Put the washed, chopped bunch of coriander into the processor and blitz until smooth paste.
Add lime juice and fish sauce and put in tupperware pot to use within next 2 weeks.
Pizza is another invention that came after my 1970 classroom recipes so we never made it with a yeast dough.
Nowadays ready made pizza bases make life easy but here’s a home made recipe.
200g strong, white bread flour
1/2 tsp salt 3g
1 x 7 g sachet dried yeast
2 tsp sugar
150ml warm water.
Passata or tomato paste – about 100g
100g grated cheese or mozzarella
2 tbs olive oil
Ideas for topping – Slices of aubergine, onion, yellow and red pepper, black olives, mixed herbs, mushrooms
- Preheat the oven to 250C/ Gas 9. Prepare large baking trays for the 2 pizzas by lining them with non stick paper.
- Put the flour, salt, yeast and sugar in a mixing bowl or food processor and work in the water until the dough forms. Use the blades in the machine to work the dough.
- Turn the dough out onto a lightly floured surface and knead for 10 minutes by stretching, pulling and pushing the dough to make it smooth and springy. This kneading helps stretch the gluten which forms the structure when baked.
- Put the dough in a bowl, cover with a cloth or clingfilm and leave in a warm place until double in size 20-30 minutes.
- Prepare the ingredients for the topping – you can roast or fry the peppers, sliced onion and aubergine.
- Grate the cheese and slice the mushrooms.
- Divide the dough in half and rub with a little oil and pat and roll out to form a large pizza shape. Repeat for the second dough and place on the 2 baking trays.
- Spoon on a layer of passata or tomato paste to the edges of each pizza then drop on the vegetables, mixed herbs and top with grated cheese. Place some olives on top.
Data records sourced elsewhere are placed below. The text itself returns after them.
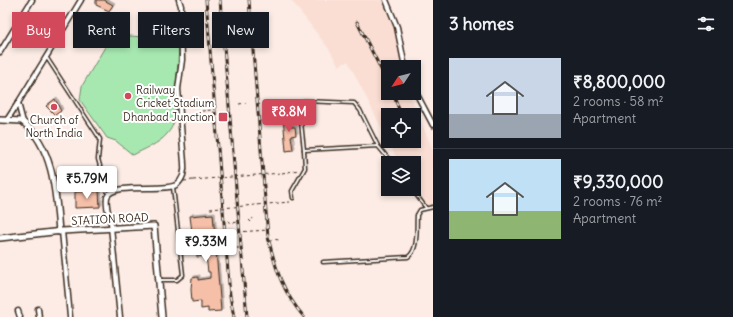 <!DOCTYPE html>
<html lang="en">
<head>
<meta charset="utf-8">
<style>
  :root { --surface:#171b24; --page:#20242c; --text:#f1f3f6; --muted:#9ea1a6; --line:#363941; --accent:#d1495b }
  body { margin:0; font-family:Delius,sans-serif; background:var(--page); color:var(--text); height:100vh; display:flex; flex-direction:column; font-size:15px; white-space:nowrap }
  * { box-sizing:border-box; margin:0 }
  p { font-size:13px; color:var(--muted) }
  .icon { flex:none; width:22px; height:22px; fill:none; stroke:currentColor; stroke-width:2; stroke-linecap:round; stroke-linejoin:round }
  .map { position:relative; flex:1; overflow:hidden }
  .drawer { display:flex; flex-direction:column; background:var(--surface); width:300px }
  .drawer>* { flex:none }
  .top-card { position:absolute; left:12px; top:12px; width:361px; height:36px; display:flex; gap:8px }
  .needle { width:26px; rotate:234deg }
  .fabs { position:absolute; left:381px; top:60px; display:grid; gap:8px }
  .fabs a { display:grid; place-items:center; width:40px; height:40px; border-radius:0px; background:var(--surface); box-shadow:0 2px 6px #0003; font-size:20px }
  .price { position:absolute; translate:-50% -34px; padding:0 9px; border-radius:4px; background:#fff; color:#222; font-size:13px; line-height:26px; filter:drop-shadow(0 1px 2px #0008) }
  .price::after { content:''; position:absolute; left:50%; top:24px; width:12px; height:9px; margin-left:-6px; background:inherit; clip-path:polygon(0 0,100% 0,50% 100%) }
  .price.active { background:var(--accent); color:#fff }
  ul { padding:0; list-style:none }
  li { display:flex; align-items:center; gap:12px; height:100px; padding:0 16px }
  li+li { border-top:1px solid var(--line) }
  li span { display:grid; place-items:center; flex:none; width:112px; height:80px; border-radius:0px; color:#555 }
  li>.icon { margin-inline-start:auto }
  span .icon { width:48px; height:48px; fill:#fffc; stroke-width:1 }
  li b { font-size:17px }
  h2 { display:flex; justify-content:space-between; align-items:center; height:48px; padding:0 16px; font-size:17px }
  .pill { padding:0 14px; border-radius:0px; background:var(--surface); box-shadow:0 2px 6px #0003; font-size:14px; line-height:36px }
  .pill.active { background:var(--accent); color:#fff }
  main { display:flex; flex:1; min-height:0 }
  .map>svg:first-child { display:block }
  .built { fill:#faded3 }
  .green { fill:#a7e8b1; stroke:#718968 }
  .building { fill:#f5bfa8; stroke:#3b2a1e; filter:url(#shadow) }
  .lines { fill:none; stroke-linecap:round; stroke-linejoin:round }
  .service-casing { stroke:#3b2a1e; stroke-width:5 }
  .minor-casing { stroke:#3b2a1e; stroke-width:7 }
  .tertiary-casing { stroke:#3b2a1e; stroke-width:8 }
  .path { stroke:#3b2a1e; stroke-width:1; stroke-dasharray:3 3; stroke-linecap:butt }
  .service { stroke:#fff; stroke-width:2 }
  .minor { stroke:#fff; stroke-width:4 }
  .tertiary { stroke:#fff; stroke-width:5 }
  .rail-casing { stroke:#3b2a1e; stroke-width:3 }
  .rail { stroke:#fff; stroke-width:1.5; stroke-dasharray:4.5; stroke-linecap:butt }
  .path-bridge { stroke:#3b2a1e; stroke-width:1; stroke-dasharray:3 3; stroke-linecap:butt }
  .poi-dot { fill:#d1495b; stroke:#fff; stroke-width:1.5 }
  .labels { text-anchor:middle; dominant-baseline:central; stroke-width:4; stroke-linejoin:round; paint-order:stroke }
  .poi-label { font-size:11px; fill:#3b2a1e; stroke:#fff; text-anchor:start }
  .street-label { font-size:11px; fill:#3b2a1e; stroke:#fff }
</style>
</head>
<body>
<main>
<div class="map">
<svg width="433" height="317" viewBox="0 0 433 317">
  <defs>
    <filter id="shadow"><feDropShadow dx="2" dy="-2" stdDeviation="0" flood-color="#0004"/></filter>
  </defs>
  <rect width="100%" height="100%" fill="#fcece5"/>
  <filter id="ink" filterUnits="userSpaceOnUse"><feTurbulence type="fractalNoise" baseFrequency=".025" numOctaves="2"/><feDisplacementMap in="SourceGraphic" scale="8" xChannelSelector="R" yChannelSelector="G"/><feConvolveMatrix kernelMatrix="1 2 1 2 8 2 1 2 1" color-interpolation-filters="sRGB"/></filter>
  <g filter="url(#ink)">
    <path class="built" d="M291,0H382L393,24L403,67H388V93H409L433,150V209L429,210L414,188V163H399L388,141H414V115H388V141L348,61L339,66L329,49Z"/>
    <path class="green" d="M112,35L179,39C179,57 177,72 176,89C174,105 179,121 167,134C159,144 144,149 133,155L116,141L107,138L80,100L82,86Z"/>
    <g class="building">
      <path d="M96,0H104L113,5L109,11L96,5Z"/>
      <path d="M55,99L61,111L55,115L46,106Z"/>
      <path d="M283,116H290L291,127H295L296,135L291,136L293,150L286,151Z"/>
      <path d="M99,191L100,207L75,208V192Z"/>
      <path d="M213,214L221,311L208,312V308L201,309V301L192,302L191,289L192,278L198,277V280L210,278V272H208L206,256L197,257V251L189,252L188,240H195L194,232H192L190,216Z"/>
    </g>
    <g class="lines">
      <g class="service-casing">
        <g id="service">
          <path d="M47,58L100,139L98,159L108,194"/>
          <path d="M378,146L304,150L299,104L304,101L354,103L360,110L378,146L392,163"/>
          <path d="M412,189L426,208"/>
          <path d="M293,198L292,191L305,168L304,150"/>
          <path d="M323,262L408,257C419,250 416,227 417,215L420,210L433,207"/>
          <path d="M159,280H177L183,275L173,187"/>
        </g>
      </g>
      <g class="minor-casing">
        <g id="minor">
          <path d="M386,0L397,27L405,67"/>
          <path d="M0,52L32,0"/>
          <path d="M414,89L433,125"/>
          <path d="M18,103L81,0"/>
          <path d="M7,120L18,103L23,122"/>
          <path d="M111,227L120,317"/>
          <path d="M112,227C110,219 105,206 107,197C112,182 165,192 176,185C183,180 185,171 184,163L178,89L182,60L181,6L179,0"/>
          <path d="M62,231L70,317"/>
          <path d="M38,309L39,317"/>
          <path d="M18,311L20,317"/>
        </g>
      </g>
      <g class="tertiary-casing">
        <g id="tertiary">
          <path d="M0,120L22,121C54,147 56,194 59,232"/>
          <path d="M0,238L62,231L154,226L162,317"/>
        </g>
      </g>
      <g class="path">
        <path d="M239,104L246,103"/>
        <path d="M257,104L267,105"/>
        <path d="M200,119L203,120L202,111L211,110"/>
        <path d="M258,122L263,120L268,122"/>
        <path d="M282,173L299,170"/>
        <path d="M184,181L193,180"/>
        <path d="M249,220L251,222L253,218"/>
        <path d="M228,221L232,223L238,222"/>
        <path d="M270,241L273,239L279,240"/>
        <path d="M230,248H240"/>
      </g>
      <use href="#service" class="service"/>
      <use href="#minor" class="minor"/>
      <use href="#tertiary" class="tertiary"/>
      <g class="rail-casing">
        <g id="rail">
          <path d="M206,0L230,296L234,317"/>
          <path d="M220,0L247,317"/>
          <path d="M249,0L268,237C276,270 282,291 304,317"/>
          <path d="M357,22L388,83"/>
          <path d="M393,93L401,115"/>
        </g>
      </g>
      <use href="#rail" class="rail"/>
      <g class="path-bridge">
        <path d="M193,180L282,173"/>
        <path d="M210,209L290,202"/>
        <path d="M220,233L269,230"/>
      </g>
    </g>
  </g>
  <g class="poi-dot">
    <circle cx="128" cy="96" r="4"/>
    <circle cx="54" cy="107" r="4"/>
    <rect x="218" y="112" width="10" height="10" rx="2"/>
  </g>
  <g class="labels">
    <g class="poi-label">
      <text x="136" y="90">Railway<tspan x="136" dy="13">Cricket Stadium</tspan></text>
      <text x="214" y="117" text-anchor="end">Dhanbad Junction</text>
      <text x="54" y="120" text-anchor="middle">Church of<tspan x="54" dy="13">North India</tspan></text>
    </g>
    <g class="street-label">
      <text transform="translate(110 219) rotate(-3)">STATION ROAD</text>
    </g>
  </g>
</svg>
<div class="fabs">
<a><svg class="needle" viewBox="-14 -14 28 28"><path d="M0-13l5 13h-10z" fill="#e53935"/><path d="M0 13l5-13h-10z" fill="#9ea1a6"/></svg></a>
<a><svg class="icon" aria-label="locate" viewBox="0 0 24 24"><circle cx="12" cy="12" r="6"/><path d="M12 2v4M12 18v4M2 12h4M18 12h4"/></svg></a>
<a><svg class="icon" aria-label="layers" viewBox="0 0 24 24"><path d="M12 4l9 5-9 5-9-5zM3 14l9 5 9-5"/></svg></a>
</div>
<b class="price active" style="left:289px;top:133px">₹8.8M</b>
<b class="price" style="left:87px;top:200px">₹5.79M</b>
<b class="price" style="left:206px;top:263px">₹9.33M</b>
<div class="top-card">
<a class="pill active">Buy</a>
<a class="pill">Rent</a>
<a class="pill">Filters</a>
<a class="pill">New</a>
</div>
</div>
<section class="drawer">
<h2>3 homes<svg class="icon" aria-label="filters" viewBox="0 0 24 24"><path d="M4 7h16M4 17h16"/><circle cx="9" cy="7" r="2"/><circle cx="15" cy="17" r="2"/></svg></h2>
<ul>
<li><span style="background:linear-gradient(#c9d6e8 70%,#9aa5b1 0)"><svg class="icon" aria-label="home" viewBox="0 0 24 24"><path d="M3 11l9-7 9 7M6 9v11h12V9"/></svg></span><div><b>₹8,800,000</b><p>2 rooms · 58 m²</p><p>Apartment</p></div></li>
<li><span style="background:linear-gradient(#bfe0f5 65%,#8fb573 0)"><svg class="icon" aria-label="home" viewBox="0 0 24 24"><path d="M3 11l9-7 9 7M6 9v11h12V9"/></svg></span><div><b>₹9,330,000</b><p>2 rooms · 76 m²</p><p>Apartment</p></div></li>
</ul>
</section>
</main>
</body>
</html>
- Bake 7-10 minutes until the pizzas are golden and crispy.
High energy oat bar – Makes 16 squares
Adapt the recipe by adding seeds and fruit to add crunchiness and colour to the recipe.
Ingredients for basic recipe
2 tablespoons golden syrup (60g)
80g brown sugar
100g margarine or butter
200g rolled oats
- Preheat the oven to 180°C/Gas 4 and line a 22 cm square tin with baking parchment or non stick paper.
- Heat the tablespoon in a cup of hot water to help measure the tablespoons of golden syrup.
- In a saucepan melt the sugar, margarine or butter and golden syrup.
- Stir in the oats and pack down into a 22 cm square tin and smooth down.
- Bake for 30 minutes – a bit longer if you want it crunchy.
- Take out of the oven and mark into 16 squares. Leave to cool and take out of the tin.